Walter, did I understand you correctly that I would simply create
another “web site” using the same layout in Freeway for the “secure
portion” so that any moving between the (effectively two) sites is
seamless? I would then just protect the secure portion via FatCow
and jump back and forth depending on what I click on the menu? If
so, I have two questions:
You would create two different Freeway documents (visually the same,
if the secure area is to look identical to the public area) that
publish into the same Web server. The secure document would publish
into a subfolder where you had used the control panel to require user/
password. The other document would publish into the parent folder
(probably the Web root) and would provide the public part of the site.
(1) I would require a menu spanning both sections of the overall
website: the public and the secure portion. Am I to expect problems
here? Anything to watch out for? I assume that the link to the
secure portion would just be an external link from the public
portion and vice versa, right?
All you would need to do in order to link into the private area is to
use the External Link portion of the Hyperlink dialog.
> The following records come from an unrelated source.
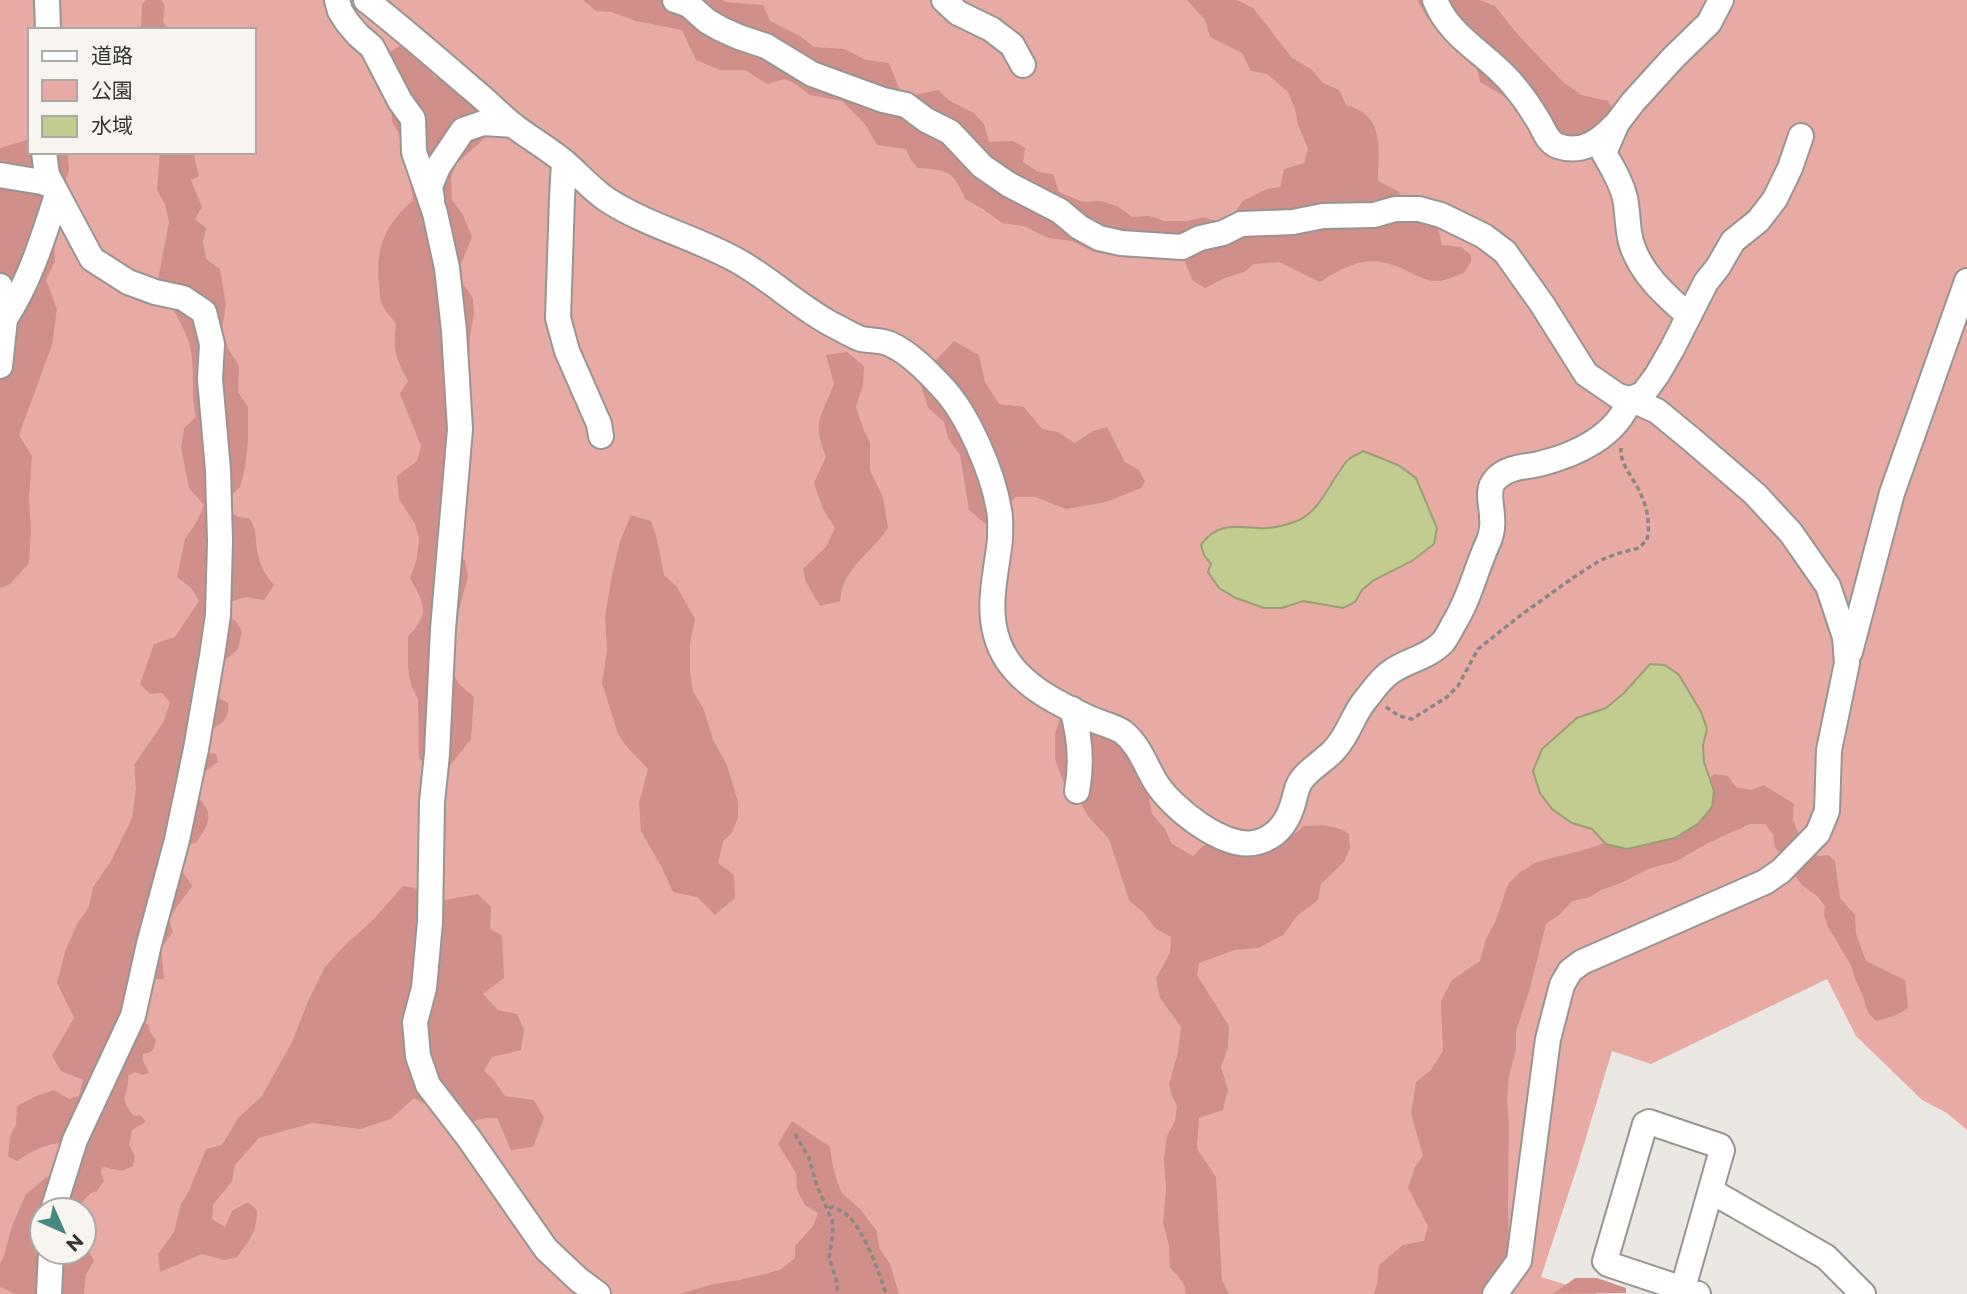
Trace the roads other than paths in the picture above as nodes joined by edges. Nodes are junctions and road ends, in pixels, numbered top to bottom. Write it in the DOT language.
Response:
graph roads {
  1 [pos="47,0"];
  2 [pos="337,0"];
  3 [pos="366,0"];
  4 [pos="675,0"];
  5 [pos="944,0"];
  6 [pos="1435,0"];
  7 [pos="1721,0"];
  8 [pos="48,28"];
  9 [pos="1023,65"];
  10 [pos="1617,123"];
  11 [pos="513,125"];
  12 [pos="1801,136"];
  13 [pos="44,154"];
  14 [pos="565,162"];
  15 [pos="0,174"];
  16 [pos="55,190"];
  17 [pos="435,213"];
  18 [pos="1967,281"];
  19 [pos="0,286"];
  20 [pos="1688,315"];
  21 [pos="5,318"];
  22 [pos="0,366"];
  23 [pos="1627,407"];
  24 [pos="601,436"];
  25 [pos="1847,663"];
  26 [pos="1072,709"];
  27 [pos="1077,791"];
  28 [pos="1711,1191"];
  29 [pos="57,1196"];
  30 [pos="50,1266"];
  31 [pos="1687,1292"];
  32 [pos="1496,1293"];
  33 [pos="49,1294"];
  34 [pos="598,1294"];
  35 [pos="1863,1294"];
  1 -- 8 [label="street"];
  2 -- 17 [label="street"];
  3 -- 11 [label="street"];
  4 -- 23 [label="street"];
  5 -- 9 [label="street"];
  6 -- 10 [label="street"];
  7 -- 10 [label="street"];
  10 -- 20 [label="street"];
  11 -- 14 [label="street"];
  11 -- 17 [label="street"];
  12 -- 20 [label="street"];
  13 -- 16 [label="street"];
  14 -- 24 [label="street"];
  14 -- 26 [label="street"];
  15 -- 16 [label="street"];
  16 -- 21 [label="street"];
  16 -- 29 [label="street"];
  17 -- 34 [label="street"];
  18 -- 25 [label="street"];
  19 -- 21 [label="street"];
  20 -- 23 [label="street"];
  21 -- 22 [label="street"];
  23 -- 25 [label="street"];
  23 -- 26 [label="street"];
  25 -- 32 [label="street"];
  26 -- 27 [label="street"];
  28 -- 31 [label="street"];
  28 -- 31 [label="street"];
  28 -- 35 [label="street"];
  30 -- 33 [label="street"];
}
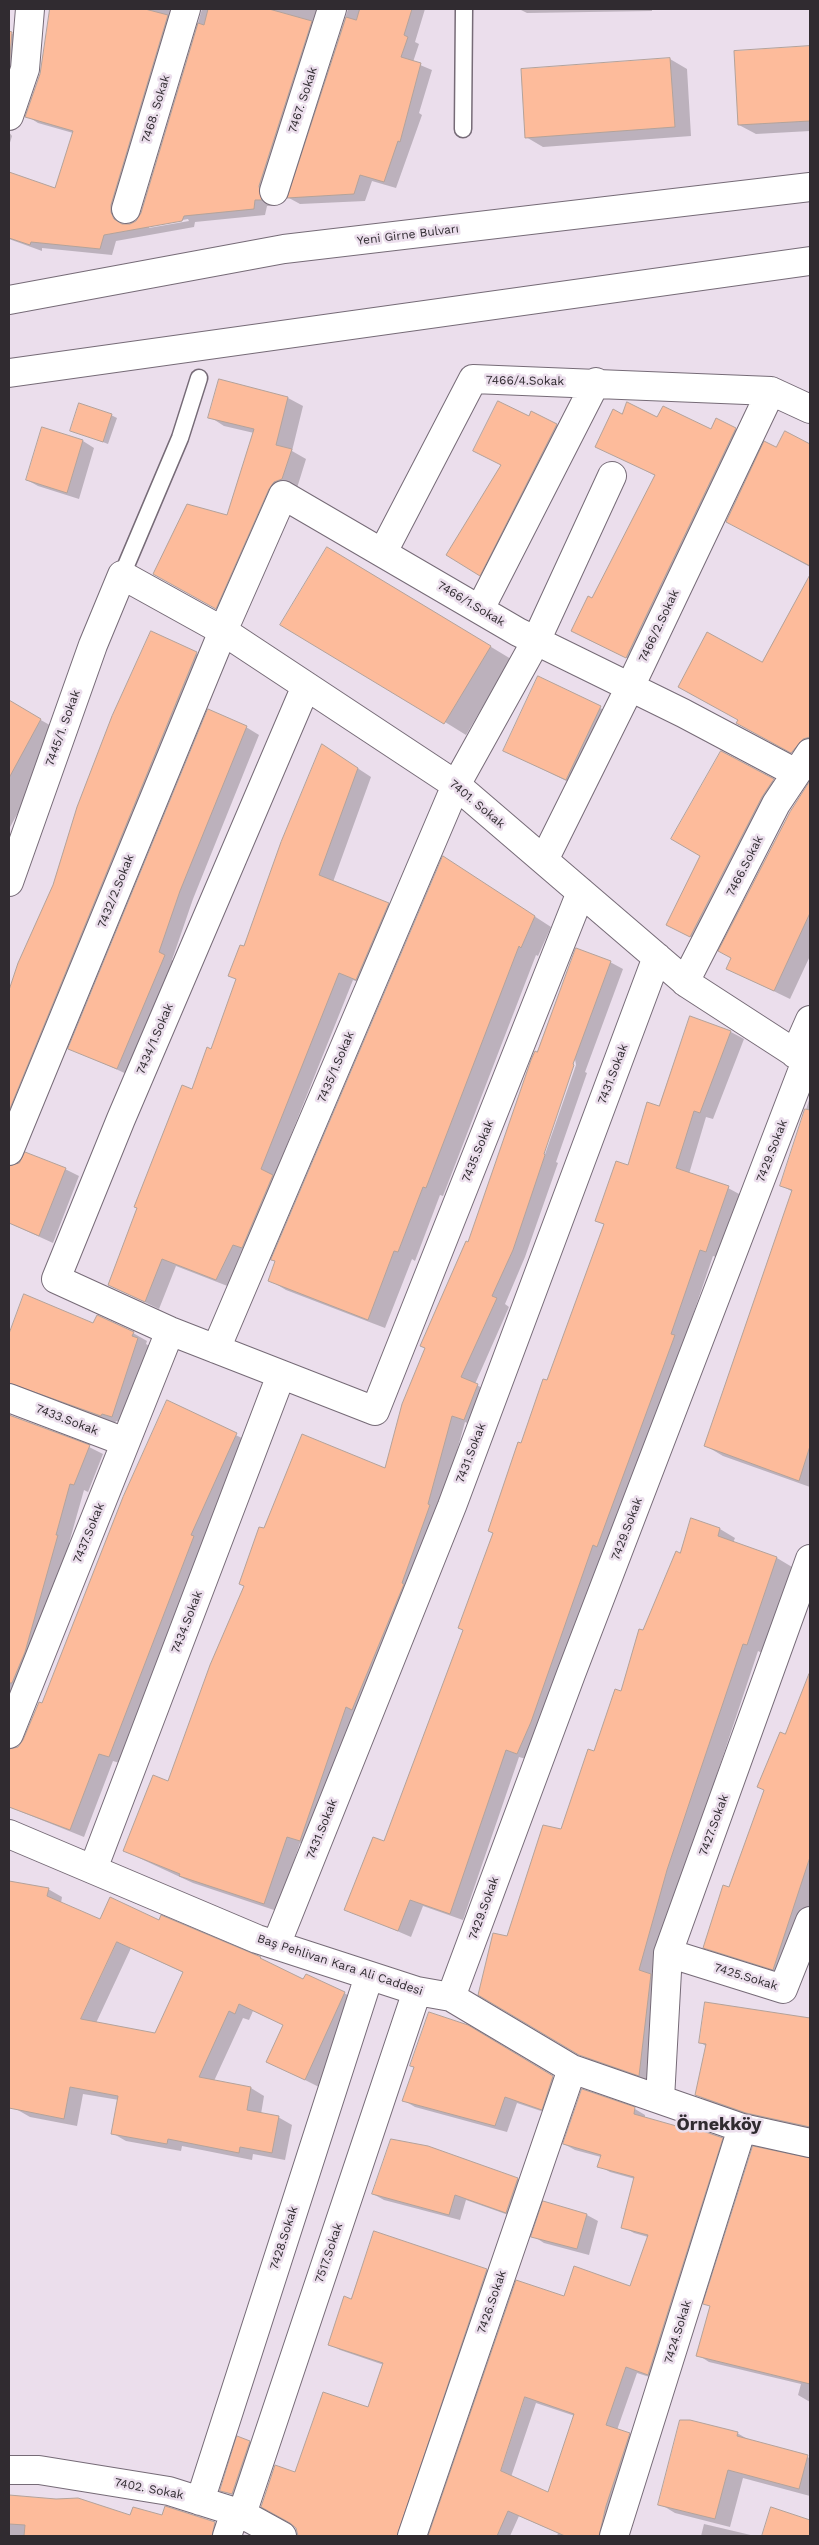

If you wanted
to link to the home page of the private area, for example, you would
enter this: private_folder_name/index.html
in the URL field. To link
out to the public site from a private page, you would enter: ../ index.html
to move up a directory level and select the index page. If
you want a direct link to a different page, then you would simply note
that page’s filename and make your link as ../someOtherFile.html
.
(2) How would I create a Freeway page with form asking for user ID
and password that follows my design rather than uses what FatCow
provides - or did I misunderstand something?
You can’t design the form the user will see when you use Basic
Authentication or Digest Authentication (the two kinds of security you
can apply to folders using a control panel on the server). The
individual browsers create that dialog as a popup dialog or slide-down
sheet, and it will look different depending on the browser and the
operating system.
If you want to have a designed login experience, you will need to use
an authentication system programmed in a scripting language like PHP
or Ruby or Perl. These usually look up users against a MySQL database.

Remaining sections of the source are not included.